**Your objective**
Print the listing below word for word, but drop any pictures it contains.

**Data under study**
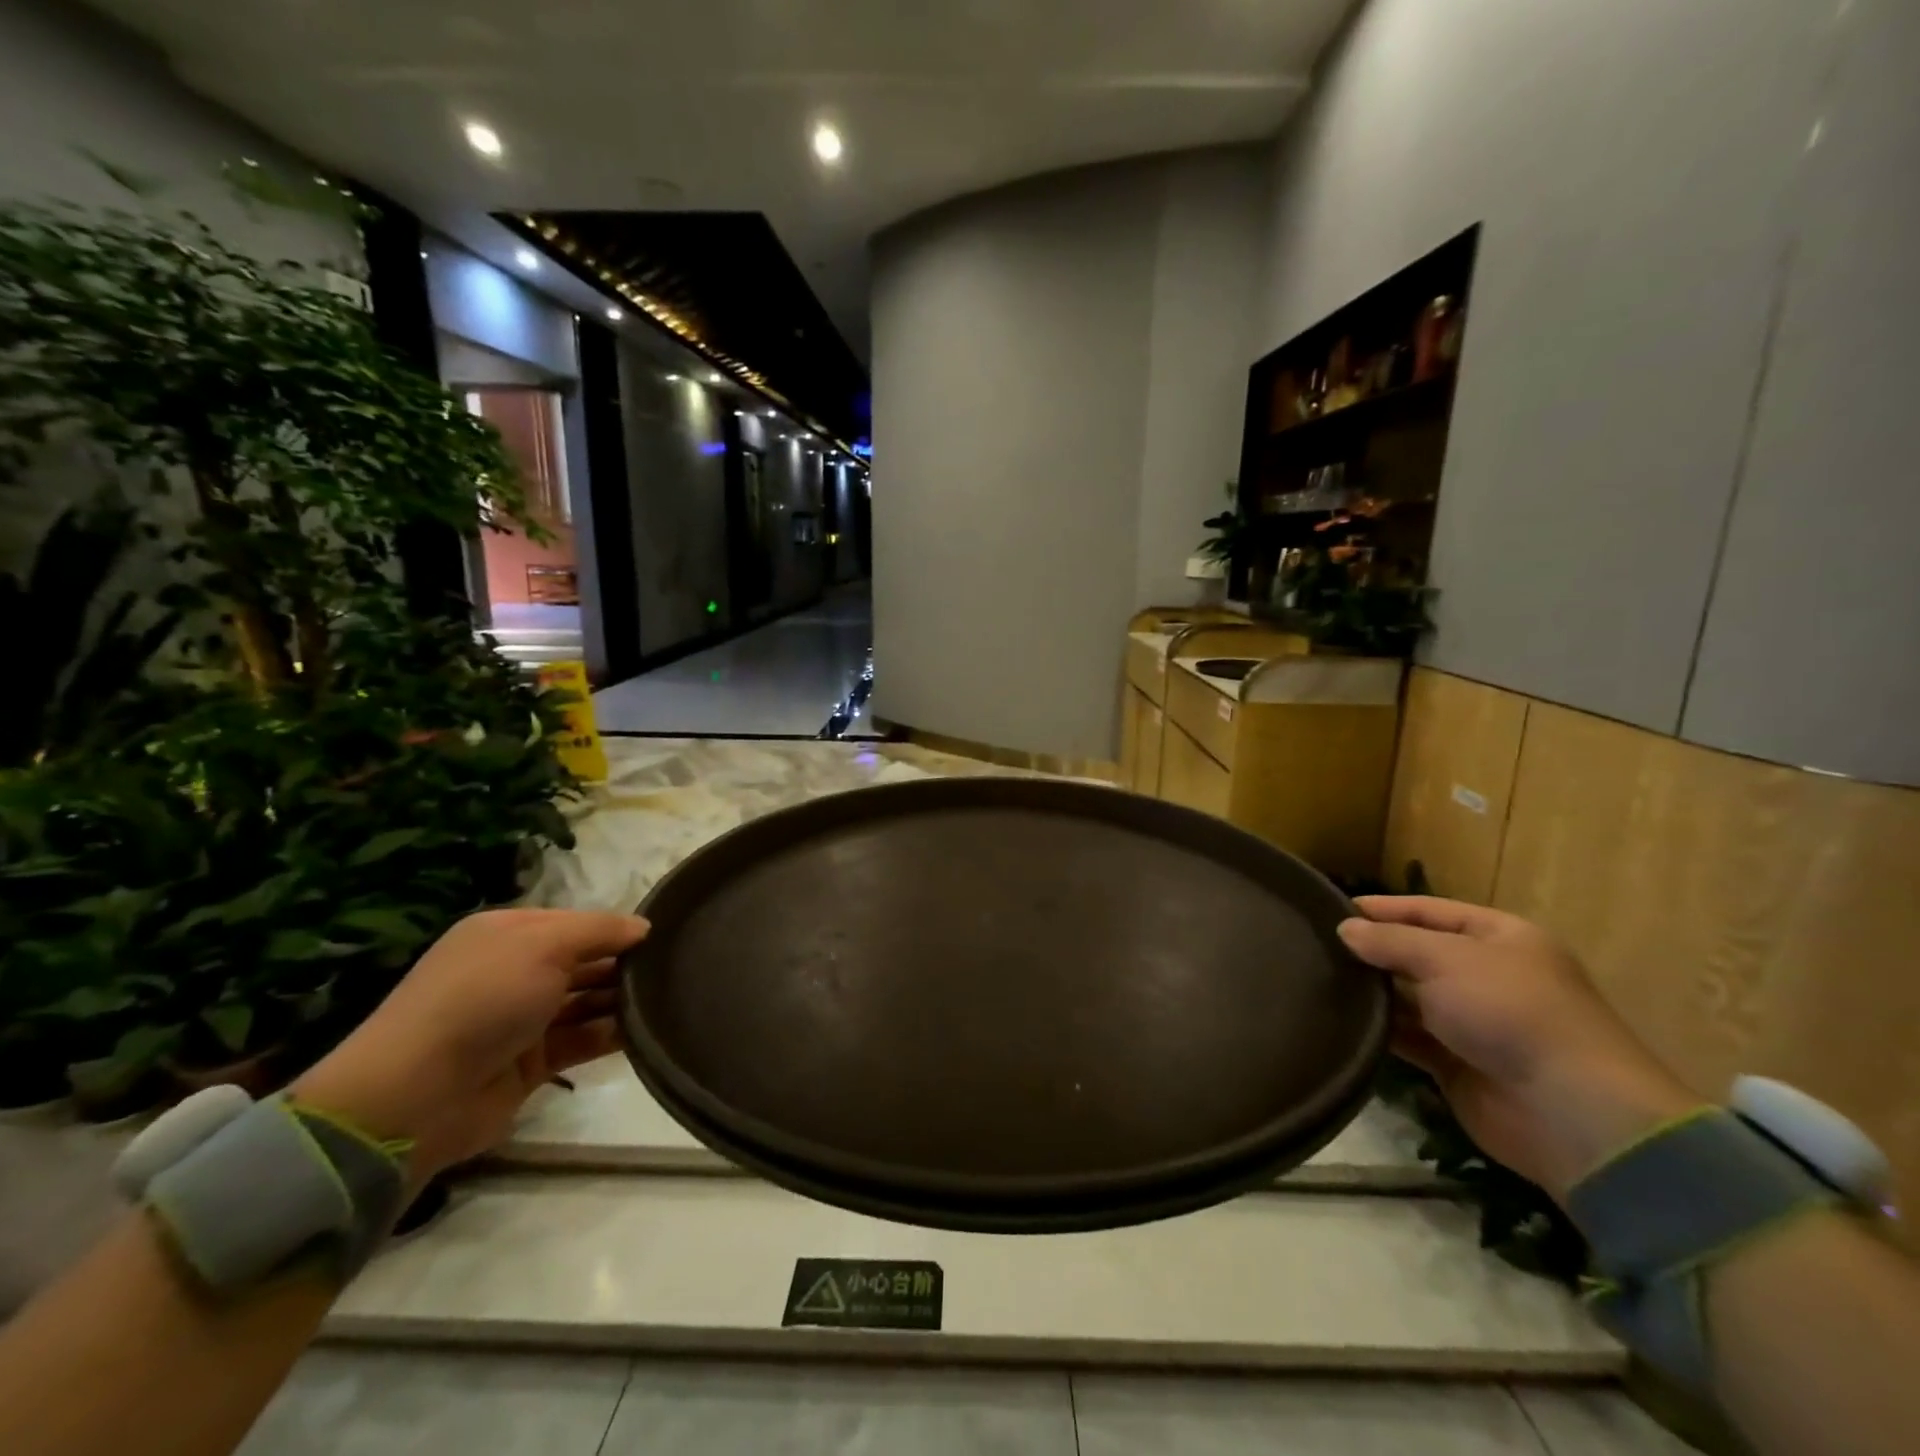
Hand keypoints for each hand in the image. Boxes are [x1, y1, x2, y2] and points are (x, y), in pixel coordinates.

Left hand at [292, 908, 648, 1188]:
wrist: (416, 1096)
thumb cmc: (483, 998)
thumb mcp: (544, 944)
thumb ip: (599, 929)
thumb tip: (644, 927)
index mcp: (507, 934)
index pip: (576, 922)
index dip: (616, 928)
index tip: (664, 936)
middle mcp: (514, 971)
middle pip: (584, 960)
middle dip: (624, 963)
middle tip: (678, 967)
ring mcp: (522, 1018)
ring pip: (587, 1000)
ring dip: (623, 999)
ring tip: (672, 997)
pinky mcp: (532, 1062)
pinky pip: (582, 1039)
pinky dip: (612, 1034)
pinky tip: (649, 1030)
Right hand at [1338, 896, 1701, 1199]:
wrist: (1568, 1112)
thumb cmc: (1509, 1011)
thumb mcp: (1444, 959)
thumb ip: (1390, 940)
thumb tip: (1345, 929)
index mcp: (1499, 938)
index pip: (1429, 910)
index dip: (1383, 908)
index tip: (1331, 908)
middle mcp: (1487, 975)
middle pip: (1419, 953)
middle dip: (1374, 951)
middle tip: (1316, 945)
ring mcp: (1473, 1021)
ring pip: (1410, 996)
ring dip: (1374, 992)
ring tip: (1319, 979)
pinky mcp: (1458, 1062)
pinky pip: (1410, 1037)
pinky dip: (1382, 1030)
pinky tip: (1343, 1020)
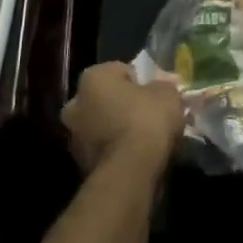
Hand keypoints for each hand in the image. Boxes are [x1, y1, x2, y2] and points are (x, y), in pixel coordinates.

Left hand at [62, 61, 184, 175]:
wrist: (130, 171)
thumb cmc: (146, 120)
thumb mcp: (168, 93)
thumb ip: (161, 87)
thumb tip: (160, 91)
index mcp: (93, 77)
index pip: (120, 71)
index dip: (140, 81)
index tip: (155, 94)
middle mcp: (75, 103)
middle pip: (104, 99)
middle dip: (122, 105)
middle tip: (148, 116)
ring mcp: (74, 136)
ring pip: (101, 126)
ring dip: (116, 129)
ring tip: (144, 139)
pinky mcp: (80, 164)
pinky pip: (103, 149)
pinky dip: (116, 151)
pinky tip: (136, 157)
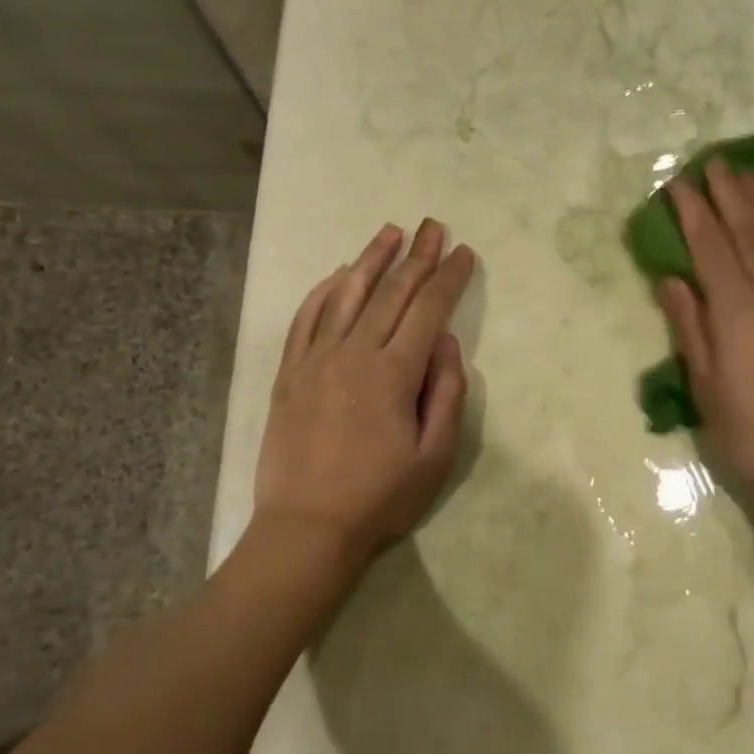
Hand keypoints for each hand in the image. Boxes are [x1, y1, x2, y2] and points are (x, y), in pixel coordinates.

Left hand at [254, 219, 475, 572]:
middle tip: (433, 226)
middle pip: (390, 293)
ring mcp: (315, 360)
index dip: (449, 278)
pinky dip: (323, 291)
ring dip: (370, 260)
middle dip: (416, 256)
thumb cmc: (380, 497)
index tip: (464, 253)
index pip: (428, 310)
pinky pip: (306, 319)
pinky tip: (337, 275)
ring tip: (389, 232)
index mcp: (393, 373)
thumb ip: (446, 393)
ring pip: (345, 295)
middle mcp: (353, 354)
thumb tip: (448, 342)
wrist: (306, 528)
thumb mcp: (435, 455)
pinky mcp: (289, 373)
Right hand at [656, 160, 753, 516]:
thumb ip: (690, 327)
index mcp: (737, 310)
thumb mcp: (706, 386)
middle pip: (750, 231)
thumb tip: (671, 280)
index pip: (710, 246)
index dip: (693, 212)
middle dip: (729, 194)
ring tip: (750, 176)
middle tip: (713, 163)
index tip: (678, 183)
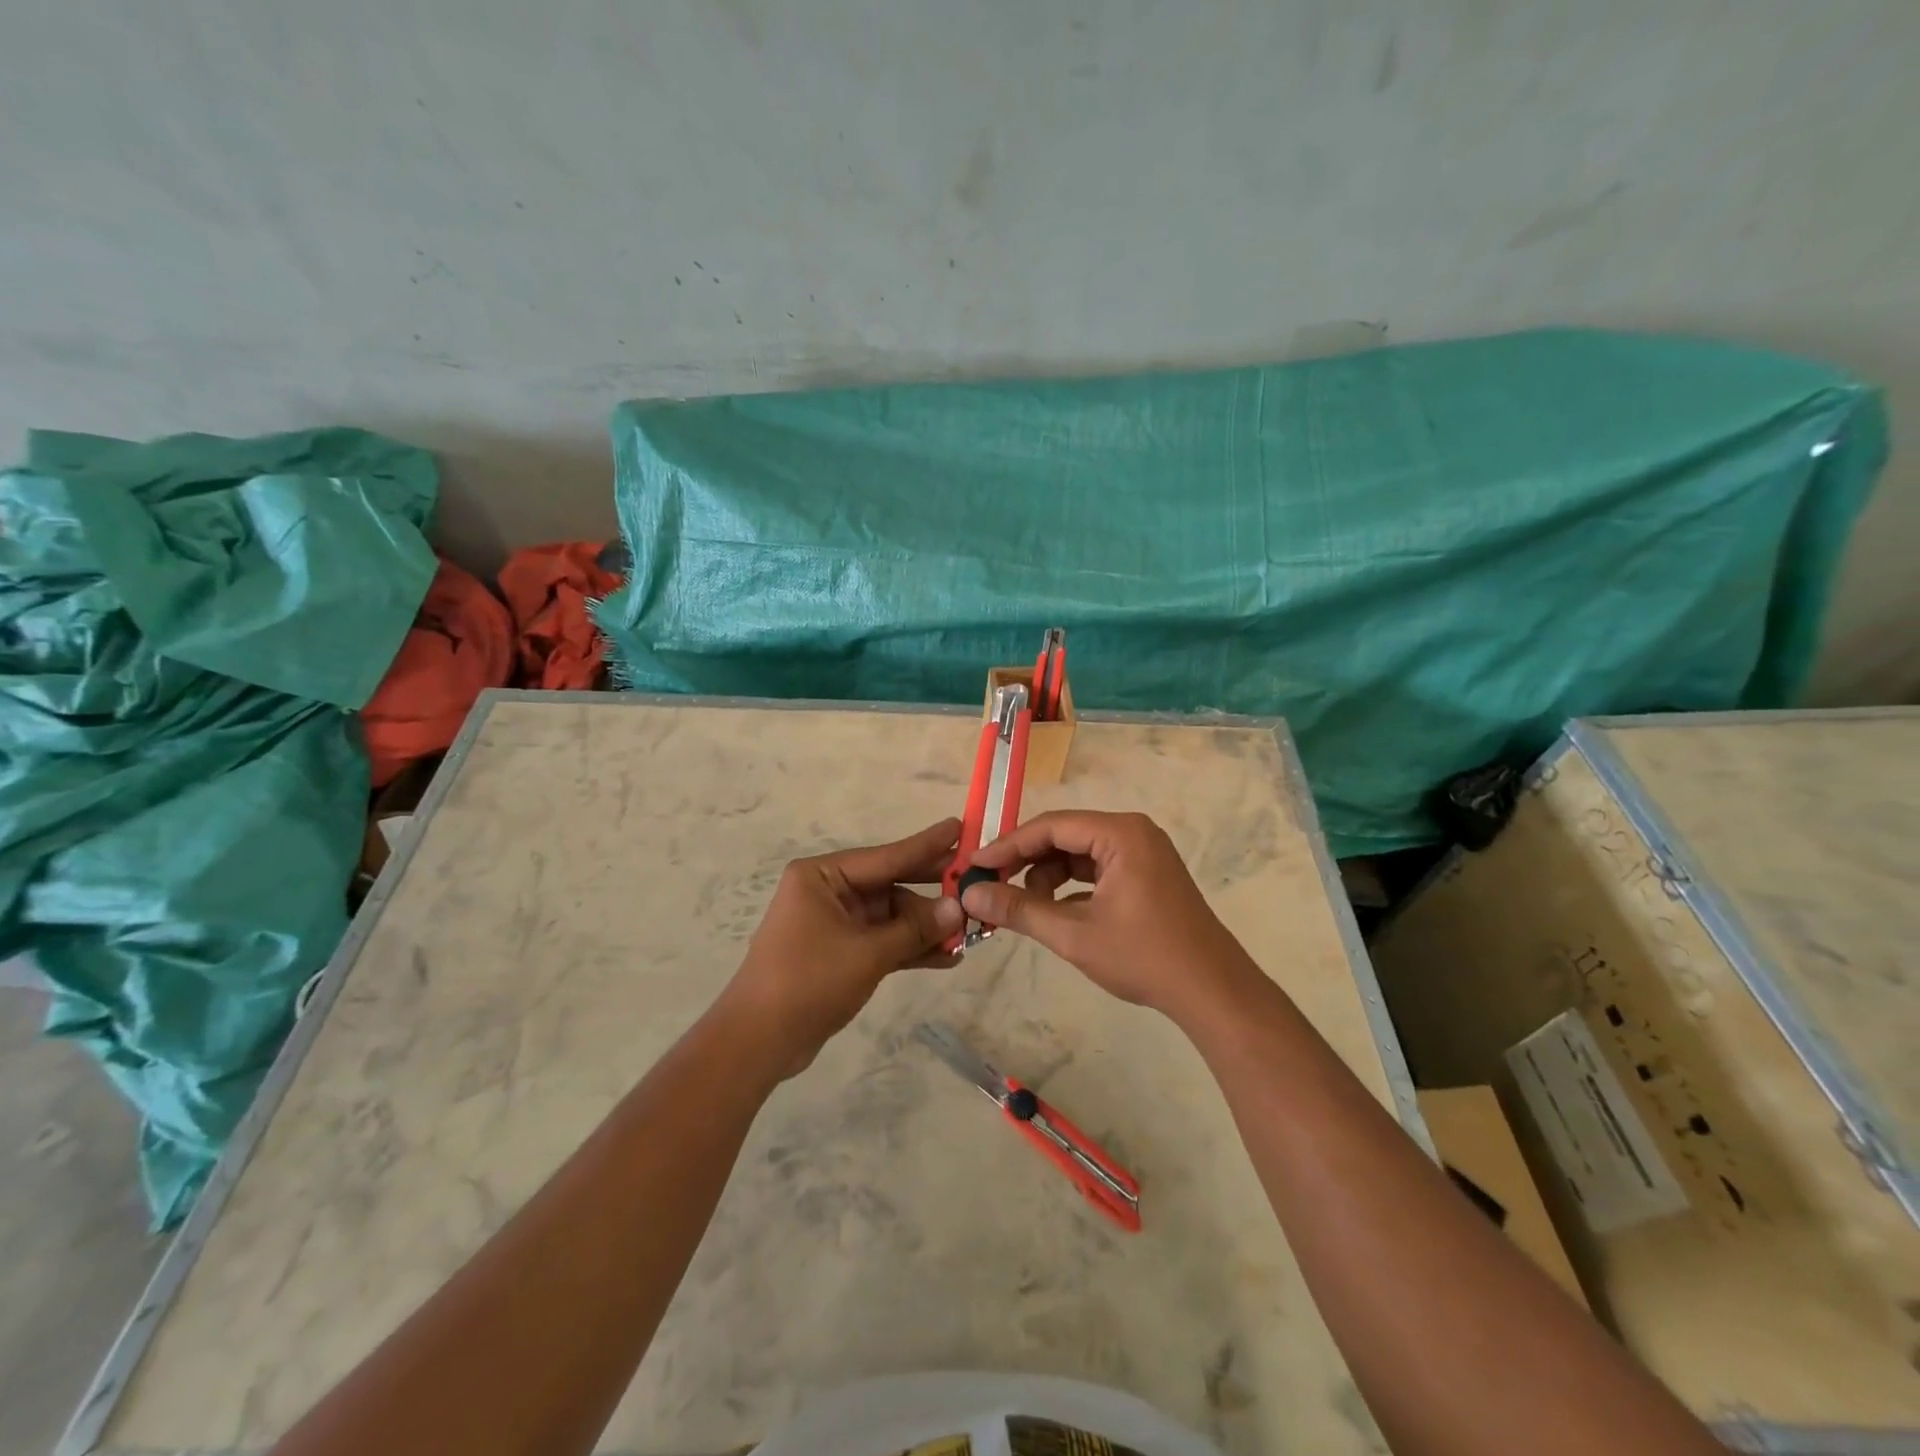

**Your response**
Hand keypoints for each hand in the image. Boxes are [x1, y1, x2, y2] and points are (x, y), in pixel coordinates.

Left hand at [292, 908, 648, 1188]:
wrist: (416, 1096)
thumb cmc: (483, 998)
thumb mcp: (544, 944)
thumb ip: (599, 929)
thumb tip: (644, 927)
index mcp: (507, 934)
index pip: (576, 922)
index dip: (616, 928)
index tip: (664, 936)
middle mcp: (514, 971)
middle pip: (584, 960)
middle dip: (624, 963)
middle tip: (678, 967)
ring mcp: (522, 1018)
ring pip: (587, 1000)
ring dip: (623, 999)
ring tip: (672, 997)
pinky mcp: (532, 1062)
pinky pip: (582, 1039)
pinky dip: (612, 1034)
pinky tip: (649, 1030)
Right hand at [1338, 896, 1701, 1199]:
wrist: (1568, 1112)
thumb cmc: (1509, 1011)
thumb mcp: (1444, 959)
thumb ip: (1390, 940)
thumb tip: (1345, 929)
index mcp: (1499, 938)
index pip: (1429, 910)
index dip: (1383, 908)
index tip: (1331, 908)
middle mcp: (1487, 975)
middle pip: (1419, 953)
middle dip: (1374, 951)
middle tip: (1316, 945)
ring mcp: (1473, 1021)
ring pip: (1410, 996)
ring dip: (1374, 992)
ring tip: (1319, 979)
pinky mcp: (1458, 1062)
pinky pip: (1410, 1037)
pinky dip: (1382, 1030)
pinky tip: (1343, 1020)
Hand keypoints for each hand in the image. Boxes are [x1, y1, x2, y2] and points are (x, y), in pixel coordinates.

Left hand at [62, 61, 184, 175]:
wrist: (130, 171)
thumb cmc: (146, 120)
thumb mcp: (168, 93)
thumb ip: (161, 87)
thumb tip: (160, 91)
index mcp: (93, 77)
index pip: (120, 71)
index dip: (140, 81)
index tip: (155, 94)
middle mcp: (75, 103)
middle pip: (104, 99)
middle dip: (122, 105)
middle tip: (148, 116)
ring mcp: (74, 136)
ring pip: (101, 126)
ring dip: (116, 129)
ring tip: (144, 139)
pinky mcp: (80, 164)
pinky pip: (103, 149)
pinky dip: (116, 151)
pinky tip: (136, 157)
Hand keypoints for each hand in the image. Boxes are [x1, y1, x2, y2] and points are (x, y), in pixel coordinates.

Left hand at [254, 219, 475, 572]:
middle tip: (433, 226)
middle pip: (390, 293)
ring mcp: (315, 360)
index dip: (449, 278)
pinky dip: (323, 291)
ring dip: (370, 260)
middle dip: (416, 256)
thumb cmc: (380, 497)
index tip: (464, 253)
index pip: (428, 310)
pinky pip: (306, 319)
pinky tip: (337, 275)
ring tip: (389, 232)
index mcp: (393, 373)
thumb ip: (446, 393)
ring pip: (345, 295)
middle mcp: (353, 354)
thumb tip: (448, 342)
wrist: (306, 528)
thumb mcp: (435, 455)
pinky mcp: (289, 373)
Right hand at [656, 160, 753, 516]:
thumb ip: (690, 327)
index mcp: (737, 310)
thumb mcp: (706, 386)
middle pip: (750, 231)
thumb tip: (671, 280)
index pip: (710, 246)
index dip: (693, 212)
middle dip: (729, 194)
ring tip: (750, 176)
middle tip: (713, 163)
index tip: (678, 183)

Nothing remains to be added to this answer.